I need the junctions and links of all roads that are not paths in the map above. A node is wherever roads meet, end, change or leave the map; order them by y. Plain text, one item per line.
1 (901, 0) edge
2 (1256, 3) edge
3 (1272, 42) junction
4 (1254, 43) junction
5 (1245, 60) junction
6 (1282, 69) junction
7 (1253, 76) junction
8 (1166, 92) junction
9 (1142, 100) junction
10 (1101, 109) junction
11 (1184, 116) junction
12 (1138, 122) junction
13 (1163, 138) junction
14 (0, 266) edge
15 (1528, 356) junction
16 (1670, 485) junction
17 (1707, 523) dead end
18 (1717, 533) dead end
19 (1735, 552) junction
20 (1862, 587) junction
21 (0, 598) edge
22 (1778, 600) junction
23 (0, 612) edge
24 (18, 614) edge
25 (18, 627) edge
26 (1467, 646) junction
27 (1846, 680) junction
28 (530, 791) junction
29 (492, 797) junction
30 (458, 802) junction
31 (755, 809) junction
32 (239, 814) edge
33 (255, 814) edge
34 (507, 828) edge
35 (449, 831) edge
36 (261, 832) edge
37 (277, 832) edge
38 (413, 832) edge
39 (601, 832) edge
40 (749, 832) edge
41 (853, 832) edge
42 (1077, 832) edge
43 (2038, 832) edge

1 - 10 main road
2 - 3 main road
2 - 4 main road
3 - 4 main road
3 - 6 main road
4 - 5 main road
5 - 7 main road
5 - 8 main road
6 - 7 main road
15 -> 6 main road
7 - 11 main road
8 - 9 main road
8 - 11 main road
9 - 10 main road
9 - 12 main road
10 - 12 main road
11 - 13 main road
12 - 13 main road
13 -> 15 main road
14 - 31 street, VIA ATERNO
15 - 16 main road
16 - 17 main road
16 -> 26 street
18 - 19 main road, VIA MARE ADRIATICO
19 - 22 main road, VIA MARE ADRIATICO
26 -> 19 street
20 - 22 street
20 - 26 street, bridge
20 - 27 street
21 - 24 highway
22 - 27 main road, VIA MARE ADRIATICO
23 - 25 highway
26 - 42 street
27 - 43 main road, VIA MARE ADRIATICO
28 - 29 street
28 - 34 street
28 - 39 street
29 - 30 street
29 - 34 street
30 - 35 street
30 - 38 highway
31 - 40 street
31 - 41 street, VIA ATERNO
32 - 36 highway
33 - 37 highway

----------

#### [WORK INSTRUCTIONS]
Make an exact copy of the listing shown above.

#### [ANSWER SECTION]
I need the junctions and links of all roads that are not paths in the map above. A node is wherever roads meet, end, change or leave the map; order them by y. Plain text, one item per line.
1 (901, 0) edge
2 (1256, 3) edge
3 (1272, 42) junction
4 (1254, 43) junction
5 (1245, 60) junction
6 (1282, 69) junction
7 (1253, 76) junction
8 (1166, 92) junction
9 (1142, 100) junction
10 (1101, 109) junction
11 (1184, 116) junction
12 (1138, 122) junction
13 (1163, 138) junction
14 (0, 266) edge
15 (1528, 356) junction
16 (1670, 485) junction
17 (1707, 523) dead end
18 (1717, 533) dead end
19 (1735, 552) junction
20 (1862, 587) junction
21 (0, 598) edge
22 (1778, 600) junction
23 (0, 612) edge
24 (18, 614) edge
25 (18, 627) edge
26 (1467, 646) junction
27 (1846, 680) junction
28 (530, 791) junction
29 (492, 797) junction
30 (458, 802) junction
31 (755, 809) junction
32 (239, 814) edge
33 (255, 814) edge
34 (507, 828) edge
35 (449, 831) edge
36 (261, 832) edge
37 (277, 832) edge
38 (413, 832) edge
39 (601, 832) edge
40 (749, 832) edge
41 (853, 832) edge
42 (1077, 832) edge
43 (2038, 832) edge

1 - 10 main road
2 - 3 main road
2 - 4 main road
3 - 4 main road
3 - 6 main road
4 - 5 main road
5 - 7 main road
5 - 8 main road
6 - 7 main road
15 -> 6 main road
7 - 11 main road
8 - 9 main road
8 - 11 main road
9 - 10 main road
9 - 12 main road
10 - 12 main road
11 - 13 main road
12 - 13 main road
13 -> 15 main road
14 - 31 street, VIA ATERNO
15 - 16 main road
16 - 17 main road
16 -> 26 street
18 - 19 main road, VIA MARE ADRIATICO
19 - 22 main road, VIA MARE ADRIATICO
26 -> 19 street
20 - 22 street
20 - 26 street, bridge
20 - 27 street
21 - 24 highway
22 - 27 main road, VIA MARE ADRIATICO
23 - 25 highway
26 - 42 street
27 - 43 main road, VIA MARE ADRIATICO
28 - 29 street
28 - 34 street
28 - 39 street
29 - 30 street
29 - 34 street
30 - 35 street
30 - 38 highway
31 - 40 street
31 - 41 street, VIA ATERNO
32 - 36 highway
33 - 37 highway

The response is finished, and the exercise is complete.